Le calcul ici est délicat. Même si le nombre de polyominos distincts dépend du nombre de carrés, les mathématiciens n’ont toujours pas trouvé de formule générale pour le prédire. Nous connaissons cependant les chiffres précis. Il existe 35 hexominos distincts (six carrés) et 108 heptominos (sept carrés), en supposant que vous incluiez cet heptomino bizarre avec un trou au milieu.
Pourquoi ne pouvez-vous pas construire un rectangle de 14 x 15 ?
La récréation avec ces pièces implique généralement une géométrie combinatoire. Le but est souvent de recouvrir une surface, comme un échiquier, selon des règles strictes. Prenez les 35 hexominos. Leur superficie totale est de 210 carrés. Logiquement, cela devrait rentrer dans des rectangles comme 3×70 ou 14×15. Ce n’est pas le cas. Aucun rectangle de ce type ne peut être formé. La géométrie ne le permet tout simplement pas.
Les pentominos sont les plus connus. Il y en a 12, plus un seul tétromino carré. On sait depuis 1935 environ que ces 13 pièces peuvent remplir un damier 8×8. Mais voici le piège. Nous ne savons pas combien d’autres solutions existent.
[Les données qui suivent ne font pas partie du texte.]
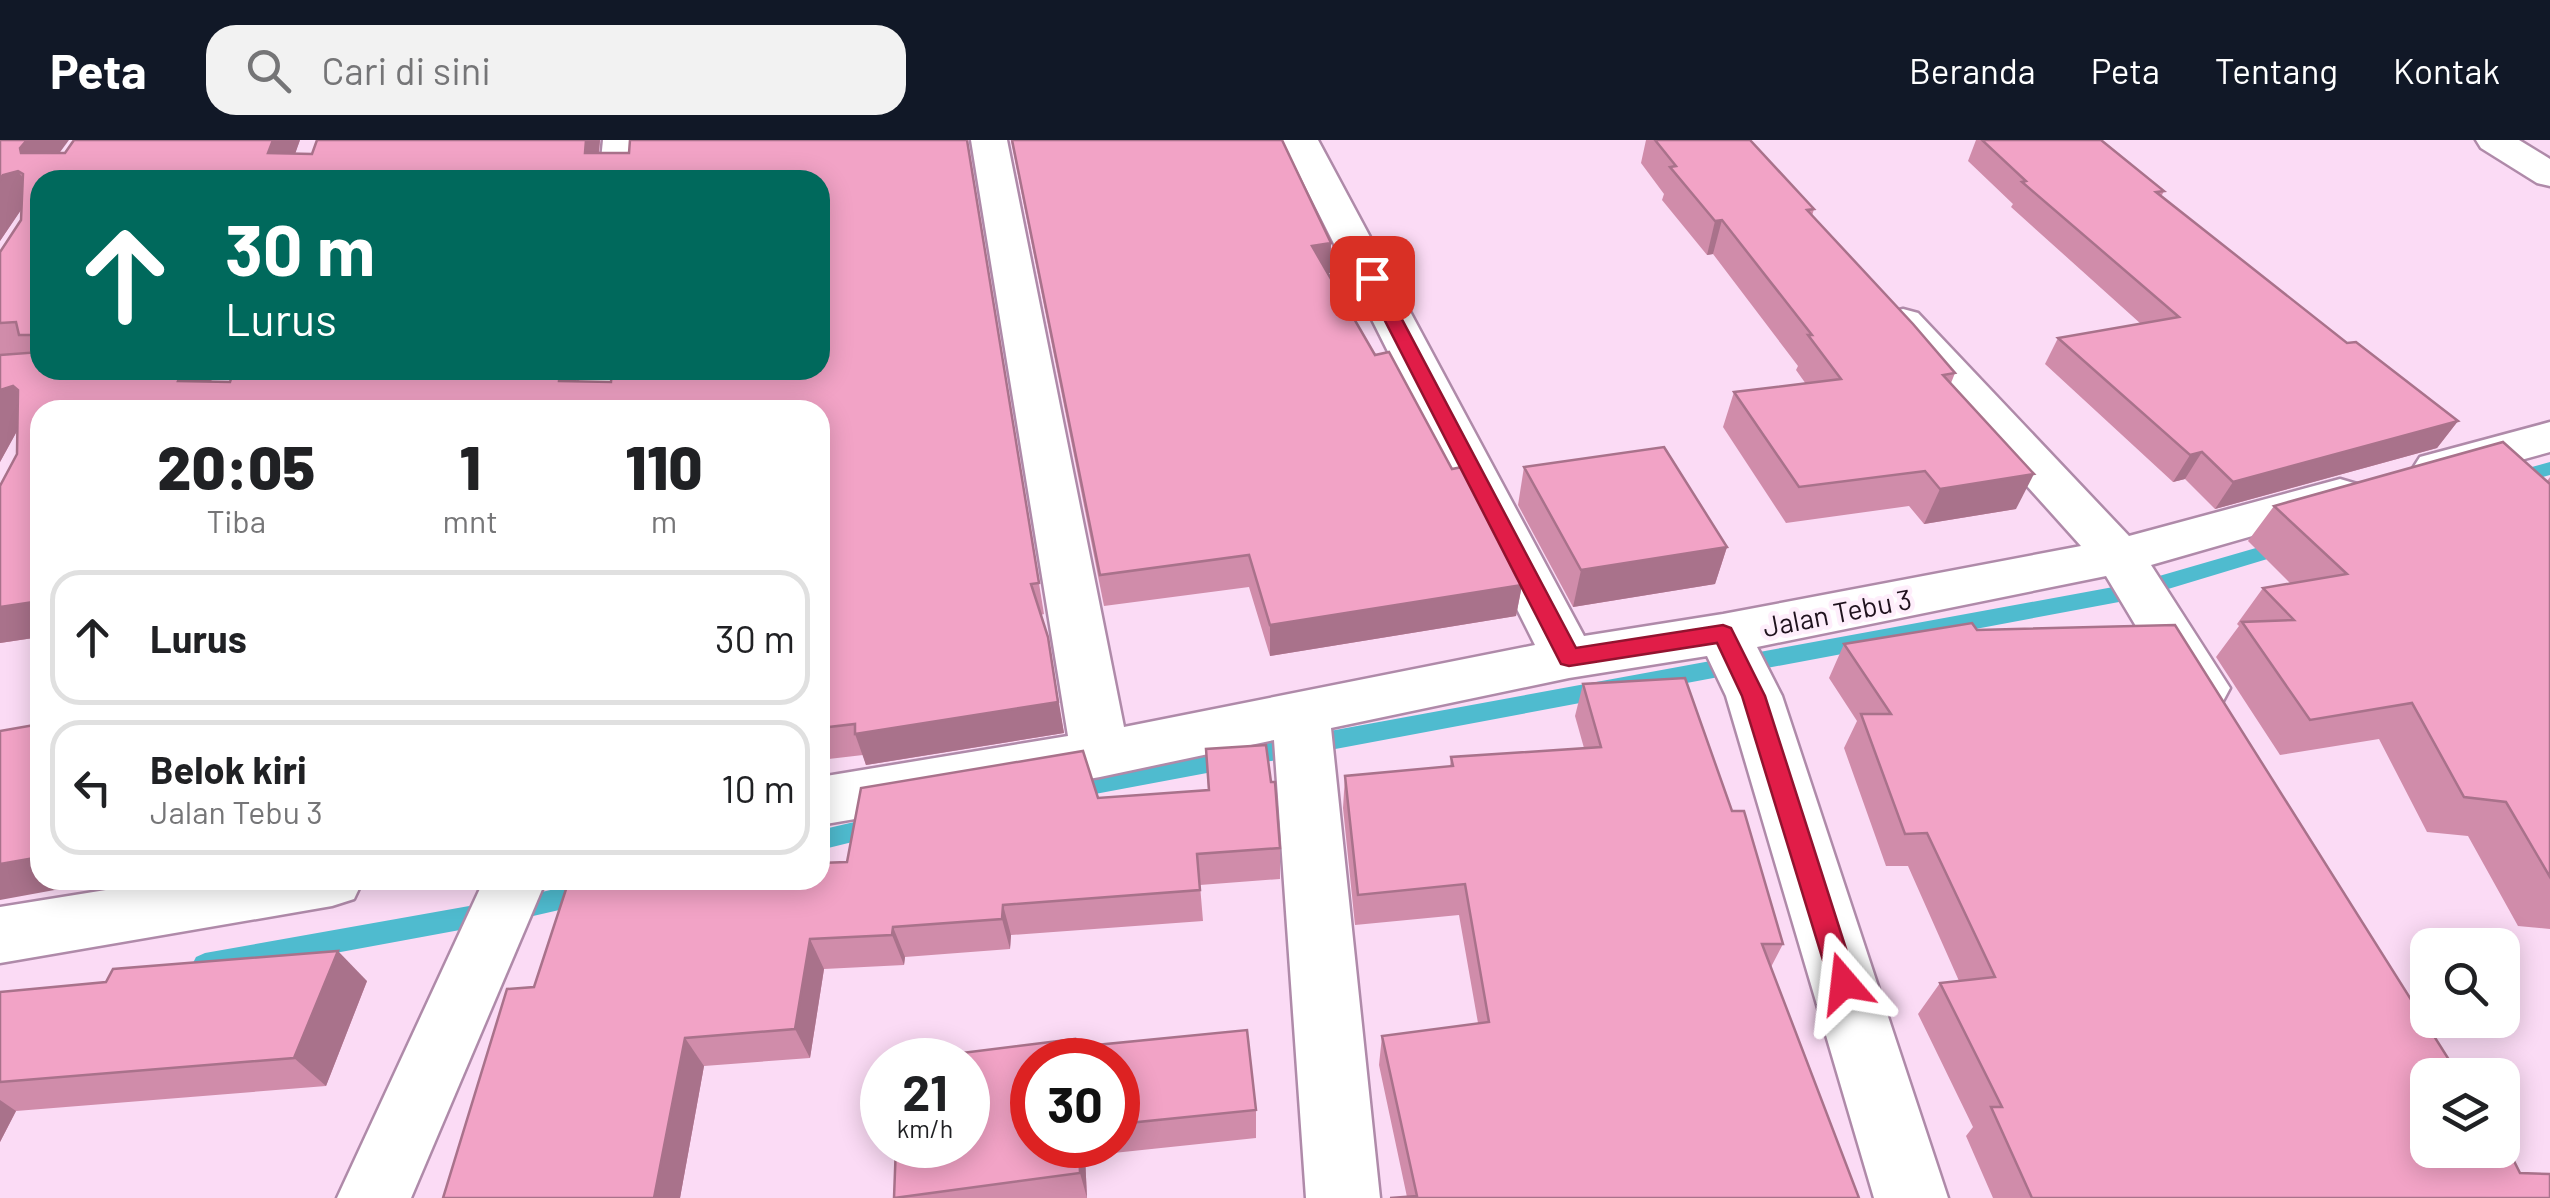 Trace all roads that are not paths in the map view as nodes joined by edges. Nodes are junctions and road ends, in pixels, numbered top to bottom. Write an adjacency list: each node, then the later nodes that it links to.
1 (621, 140): 5 (street)
2 (989, 140): 14 (street)
3 (1300, 140): 10 (street)
4 (2494, 140): 6 (street)
5 (619, 170)
6 (2550, 175)
7 (1880, 298): 9 (street)
8 (2550, 436): 9 (street, Jalan Tebu 3)
9 (2124, 562): 11 (street, Jalan Tebu 3); 12 (street)
10 (1569, 658): 11 (street, Jalan Tebu 3); 13 (street, Jalan Tebu 3)
11 (1735, 658): 21 (street)
12 (2234, 740)
13 (1304, 746): 14 (street, Jalan Tebu 3); 20 (street)
14 (1100, 754): 15 (street, Jalan Tebu 3)
15 (830, 799)
16 (244, 890): 18 (street)
17 (512, 890): 19 (street)
18 (42, 913)
19 (374, 1198)
20 (1344, 1198)
21 (1911, 1198) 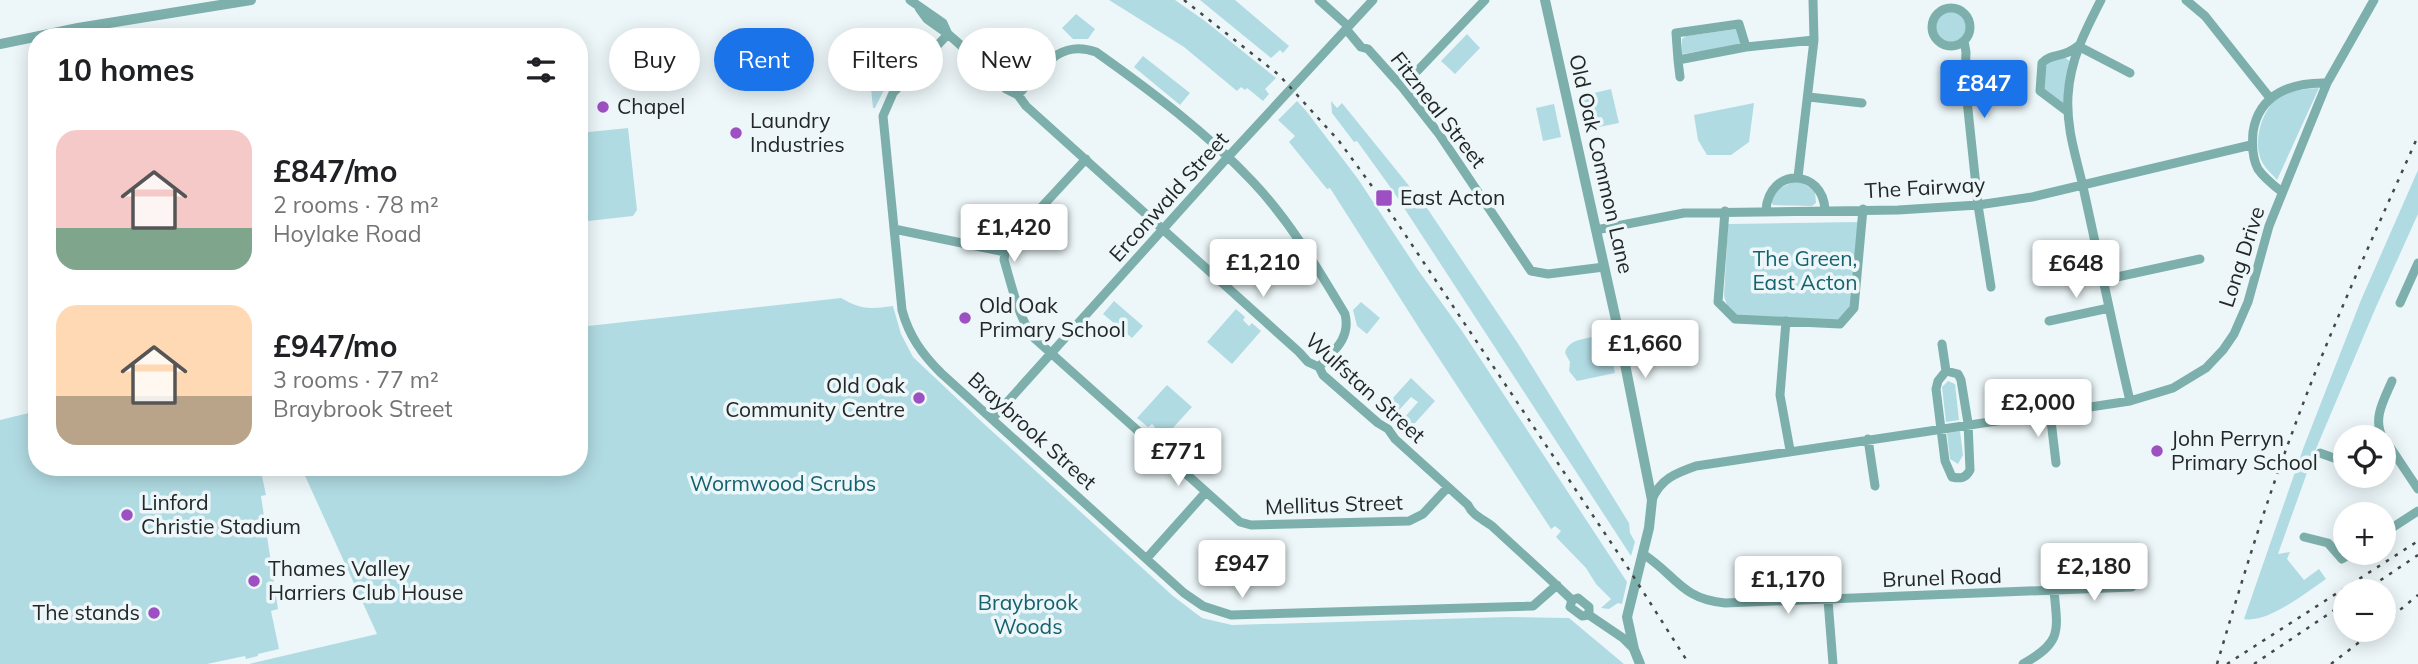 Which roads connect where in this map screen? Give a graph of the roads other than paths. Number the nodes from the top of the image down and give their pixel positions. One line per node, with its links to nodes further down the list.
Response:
1 (251, 0): 12 (street)
2 (910, 0): 14 (street, Wulfstan Street)
3 (1319, 0): 13 (street)
4 (1373, 0): 13 (street, Erconwald Street)
5 (1485, 0): 25 (street)
6 (1545, 0): 44 (street, Old Oak Common Lane)
7 (1813, 0): 16 (street)
8 (2101, 0): 19 (street)
9 (2186, 0): 28 (street)
10 (2374, 0): 24 (street, Long Drive)
11 (1942, 5): 17 (street); 17 (street)
12 (78, 28)
13 (1347, 28): 25 (street, Fitzneal Street); 32 (street, Erconwald Street)
14 (948, 34): 26 (street, Wulfstan Street); 42 (street, Braybrook Street)
15 (28, 38): 18 (street)
16 (1814, 40): 20 (street); 27 (street)
17 (1964, 41): 37 (street)
18 (0, 44)
19 (2078, 46): 22 (street); 30 (street); 30 (street)
20 (1746, 47): 21 (street); 21 (street)
21 (1678, 60): 23 (street)
22 (2130, 73)
23 (1680, 77)
24 (2327, 83): 28 (street); 36 (street, Long Drive)
25 (1402, 86): 48 (street, Fitzneal Street)
26 (1018, 95): 32 (street); 33 (street, Wulfstan Street)
27 (1809, 97): 29 (street); 34 (street)
28 (2270, 98): 31 (street)
29 (1862, 103)
30 (2068, 112): 35 (street)
31 (2251, 145): 35 (street, The Fairway); 36 (street)
32 (1227, 158): 43 (street, Erconwald Street); 57 (street)
33 (1086, 159): 43 (street, Wulfstan Street); 45 (street)
34 (1798, 177): 38 (street); 40 (street)
35 (2083, 186): 37 (street, The Fairway); 49 (street)
36 (2282, 192): 60 (street, Long Drive)
37 (1978, 205): 39 (street, The Fairway); 50 (street)
38 (1825, 209): 39 (street, The Fairway); 40 (street, The Fairway)
39 (1863, 209): 53 (street)
40 (1766, 210): 41 (street, The Fairway)
41 (1725, 211): 44 (street, The Fairway); 53 (street)
42 (894, 229): 45 (street); 62 (street, Braybrook Street)
43 (1162, 230): 56 (street, Erconwald Street); 57 (street, Wulfstan Street)
44 (1597, 230): 48 (street, Old Oak Common Lane)
45 (1005, 252): 56 (street, Mellitus Street)
46 (2200, 259): 49 (street)
47 (2418, 263): 51 (street)
48 (1604, 267): 76 (street, Old Oak Common Lane)
49 (2103, 279): 52 (street)
50 (1991, 287)
51 (2400, 303)
52 (2109, 308): 54 (street); 60 (street)
53 (1786, 321): 67 (street)
54 (2049, 321)
55 (1942, 344): 58 (street)
56 (1052, 352): 62 (street, Erconwald Street); 75 (street, Mellitus Street)
57 (1319, 367): 73 (street, Wulfstan Street)
58 (1946, 371): 63 (street); 65 (street)
59 (2392, 381): 64 (street)
60 (2130, 401): 61 (street, Long Drive)
61 (2050, 412): 63 (street, Long Drive); 71 (street)
62 (992, 419): 82 (street, Braybrook Street)
63 (1968, 424): 65 (street, Long Drive); 65 (street)
64 (2378, 425)
65 (1941, 428): 66 (street, Long Drive)
66 (1868, 439): 67 (street, Long Drive); 72 (street)
67 (1790, 450): 76 (street, Long Drive)
68 (2320, 453): 69 (street)
69 (2333, 458)
70 (2396, 458): 74 (street)
71 (2056, 463)
72 (1875, 486)
73 (1448, 488): 75 (street, Mellitus Street); 83 (street, Wulfstan Street)
74 (2418, 489)
75 (1205, 492): 82 (street)
76 (1651, 500): 81 (street, Old Oak Common Lane)
77 (2418, 511): 78 (street)
78 (2396, 525)
79 (2304, 537): 80 (street)
80 (2333, 549)
81 (1643, 554): 86 (street, Brunel Road); 87 (street, Old Oak Common Lane)
82 (1147, 558): 83 (street, Braybrook Street)
83 (1557, 585): 87 (street, Wulfstan Street)
84 (2132, 587): 85 (street, Brunel Road)
85 (2054, 591): 86 (street, Brunel Road); 90 (street)
86 (1828, 600): 89 (street)
87 (1634, 649): 88 (street, Old Oak Common Lane)
88 (1640, 664)
89 (1833, 664)
90 (2023, 664)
Les estimations suggèrent au moins 1 000 façons de le résoudre.
Le centre résolu par ordinateur
En 1958, les ordinateurs sont intervenus pour analyser les chiffres. Ils ont prouvé qu’il existe exactement 65 solutions dans lesquelles le tétromino carré unique se trouve parfaitement au centre du plateau. C’est une contrainte spécifique qui réduit le chaos.
Pourquoi nous soucions-nous des espaces vides et des rectangles manquants ? Parce que le puzzle ne concerne pas la forme elle-même. Il s’agit de la limite du calcul humain. Un ordinateur peut trouver les 65 solutions du carré central en quelques secondes. Un humain doit deviner, échouer et recommencer. Le polyomino reste une épreuve de patience. Vous pouvez disposer les carrés. Vous pouvez couvrir le tableau. Mais on ne trouve pas toujours tous les moyens de le faire. Même pas proche.